Hier in Varese geht es recht lässig zu. Sportler, Zuschauer, Familienangehörige, Offizielle und Trainer etc. bilden ein buntes Völkchen, das umeinander kreist. Schon an den Trikots kann man erkennen, aus welchem Land die Sportler kommen. Innerhalb weniger Minuten begegne ich Kanadiern, Holländern Belgiern, Australiern, Deutschen, einem Uruguayo und zwei Südafrikanern. Auf dem Wasser erkennt man die Nationen ganz leicht an den Länderfarben auf den Ruderblättern.

Mein erstes Ziel ist das am Ende der Tribünen gelegene örtliche Clubhaus der „canottieri“ mit einer kleinen Cafeteria und jede Menge Pokalvitrinen. Angeschlossen an den den etwas in die Jahre gekommenen Rundbau ist das Indoor-Trainingszentrum, wo sich auch zwei Wasserbecken zur Rudersimulation befinden. Über Lautsprecher ist man bestens informiert, welches Rennen am anderen Ende des Sees gerade gestartet wird; kurz vor dem Zieleinlauf kommen die Boote dann direkt hier vorbei. Ferner sorgt eine riesige Videowand für Detail-Infos zum Rennverlauf wie die Schlagzahl, Meter pro Schlag (immerhin um die acht bis neun Meter), Endgeschwindigkeit oder Siegerzeit.

Als ich mit einer Limo zurückkomme, sitzt an anderen Ende des Tischchen sogar eine junge Vertreterin aus Zimbabwe mit ihrer Familie. Ich schiele auf ihren Teilnehmer-Batch und lese den Namen Stacy Dunston. Kurz darauf fällt mein Blick auf einen echten Modell-Athleten (um nicht zu sagen „Kleiderschrank“), der mit einem deutlich kleineren Kumpel direkt neben mir samt Espresso Platz nimmt. Bewußt wählt er einen Metallstuhl, nicht das übliche Plastikteil. Zweifelsohne ein Ex-Champ, offenbar aus Litauen. Eine kurze Online-Recherche bestätigt meine Annahme. Es handelt sich um Saulius Ritteris (inzwischen 33 Jahre alt) , der u.a. im Zweier bei den Olympischen Spielen Silber mit Mindaugas Griskonis gewann. Gute einhundert Kilogramm Gewicht wohl verteilt auf über zwei Meter Körpergröße, blaue Augen – hmm, das könnte glatt ein Grund sein, wieder mit dem Rudern anzufangen. Aber in der Tat gibt es kaum eine Sportart, wo im Bewegungsablauf so viele verschiedene Muskelpartien und Körperregionen gleichzeitig angesprochen werden. Gerade durch das Trockentraining an einer Rudermaschine kann – abgesehen von Konditionssteigerung – bei richtiger Bedienung auch aktive Physiotherapie (z.B. für den Rückenbereich) betrieben werden.

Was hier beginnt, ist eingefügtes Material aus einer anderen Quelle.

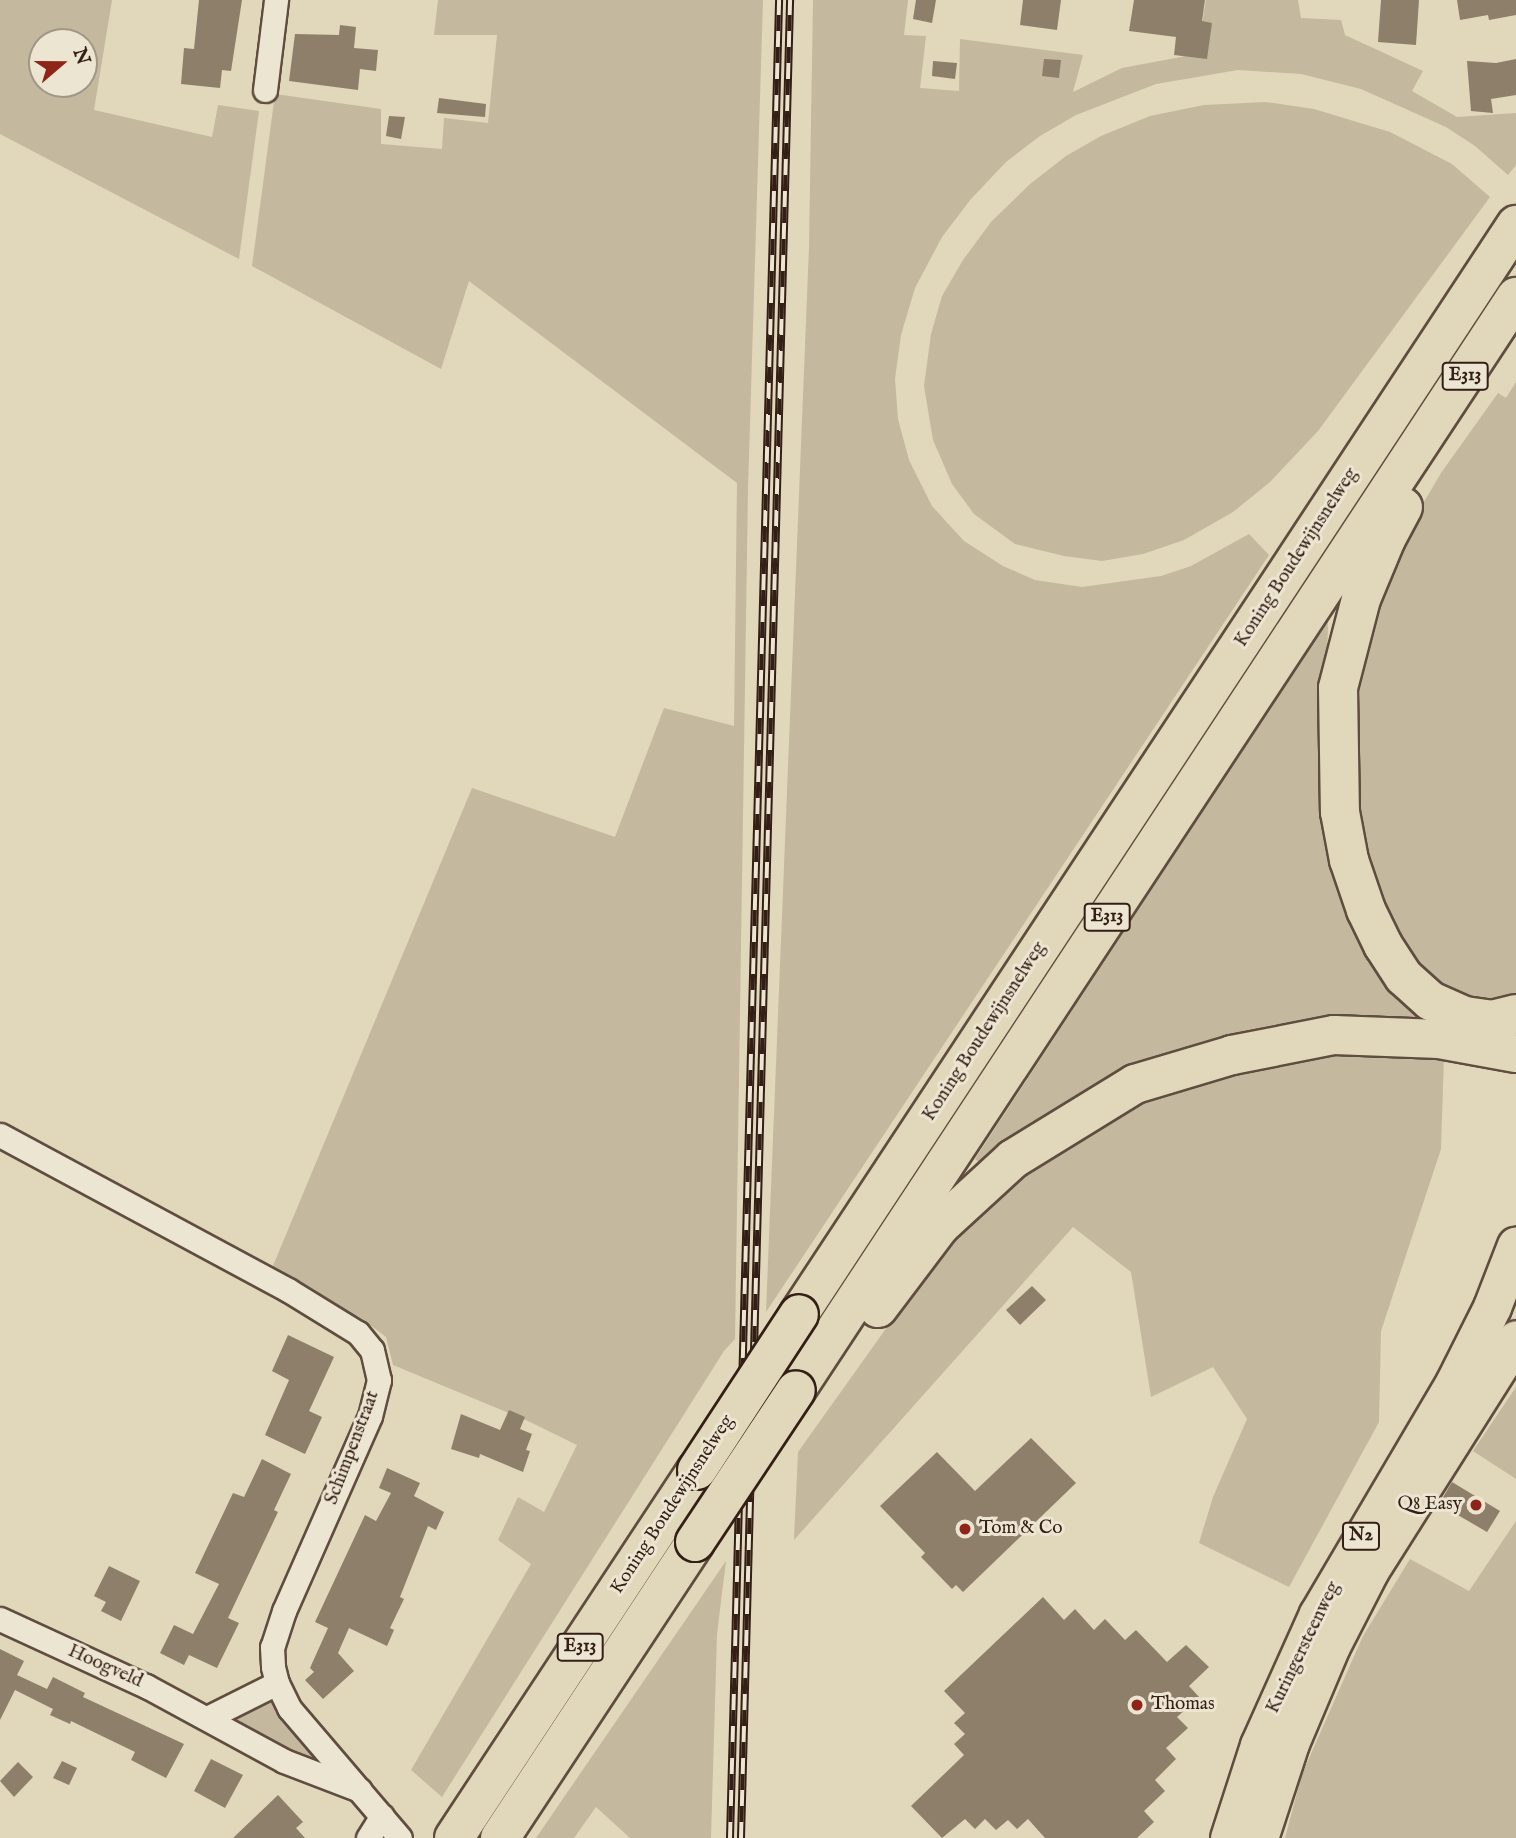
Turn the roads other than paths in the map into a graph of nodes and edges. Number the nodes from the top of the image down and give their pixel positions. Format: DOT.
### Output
graph roads {
  1 [pos="276,0"];
  2 [pos="265,90"];
  3 [pos="1508,238"];
  4 [pos="1513,302"];
  5 [pos="1419,445"];
  6 [pos="1516,1014"];
  7 [pos="1477,1046"];
  8 [pos="1516,1052"];
  9 [pos="1516,1073"];
  10 [pos="0,1135"];
  11 [pos="1516,1245"];
  12 [pos="1516,1339"];
  13 [pos="796,1390"];
  14 [pos="0,1619"];
  15 [pos="276,1683"];
  16 [pos="209,1717"];
  17 [pos="361,1790"];
  18 [pos="382,1816"];
  19 [pos="459,1831"];
  20 [pos="368,1838"];
  21 [pos="400,1838"];
  22 [pos="500,1838"];
  23 [pos="1229,1838"];
  24 [pos="1259,1838"];
  1 -- 2 [label="street"];
  3 -- 19 [label="highway, Koning Boudewijnsnelweg / E313, bridge"];
  4 -- 5 [label="highway, Koning Boudewijnsnelweg / E313"];
  5 -- 6 [label="highway"];
  5 -- 13 [label="highway, Koning Boudewijnsnelweg / E313"];
  7 -- 8 [label="highway"];
  7 -- 9 [label="highway"];
  7 -- 13 [label="highway"];
  10 -- 15 [label="street, Schimpenstraat"];
  11 -- 23 [label="main road, Kuringersteenweg / N2"];
  12 -- 24 [label="main road, Kuringersteenweg / N2"];
  13 -- 22 [label="highway, Koning Boudewijnsnelweg / E313, bridge"];
  14 -- 16 [label="street, Hoogveld"];
  15 -- 16 [label="street"];
  15 -- 17 [label="street, Schimpenstraat"];
  16 -- 17 [label="street, Hoogveld"];
  17 -- 18 [label="street, Schimpenstraat"];
  18 -- 20 [label="street"];
  18 -- 21 [label="street, Schimpenstraat"];
}
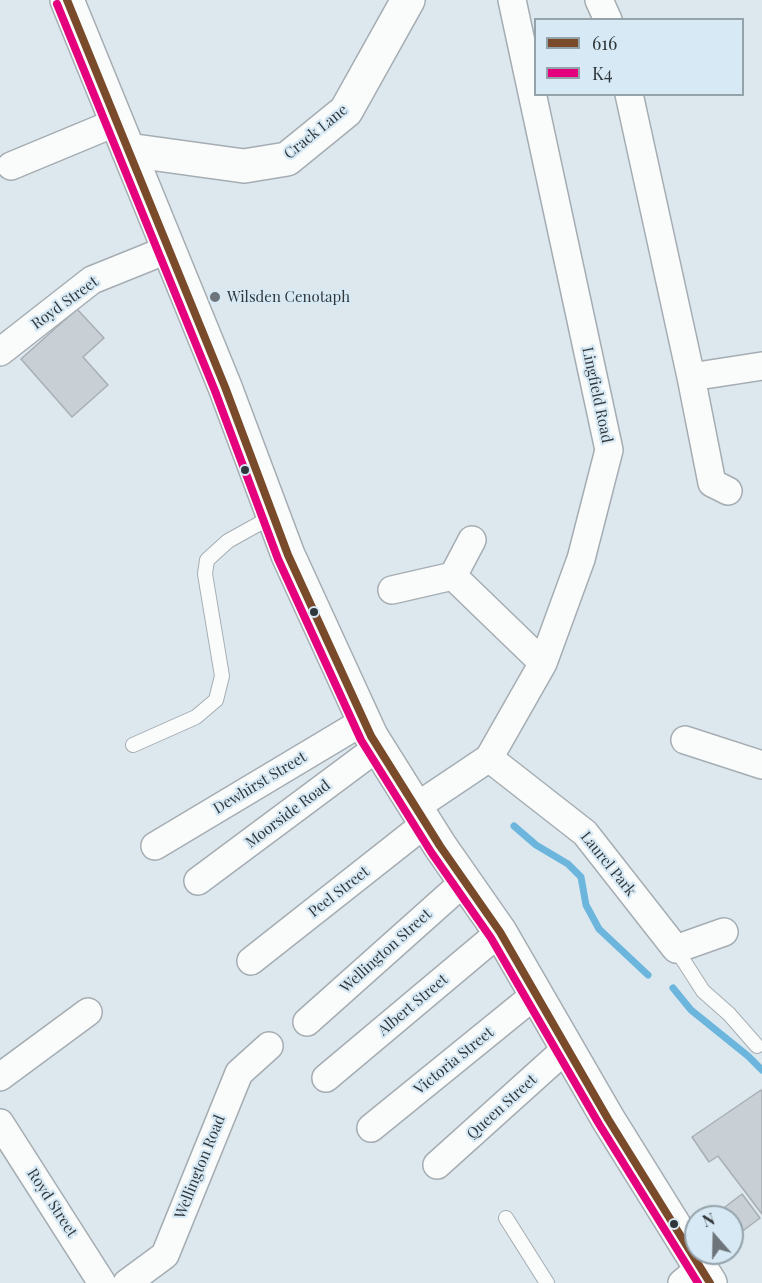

„Ich reiße mich also am sprichwörtlichen Riemen“. Schließlich wollte ich ja noch zum Bootslagerplatz und den Anlandestegen (Bootssattelplatz); und gegen Nachmittag finden auch schon die nächsten Siegerehrungen statt. Der Zeitplan ist eng getaktet. Gerade rauscht unter lauten Anfeuerungsrufen ihres Teams und Klatschtiraden der Zuschauer eine Griechin knapp vor einer Türkin als Erste durch’s Ziel. Egal, in meinen Augen ist jeder Sportler der es bis hier hin geschafft hat, ist ein wahrer Sieger – Bravo!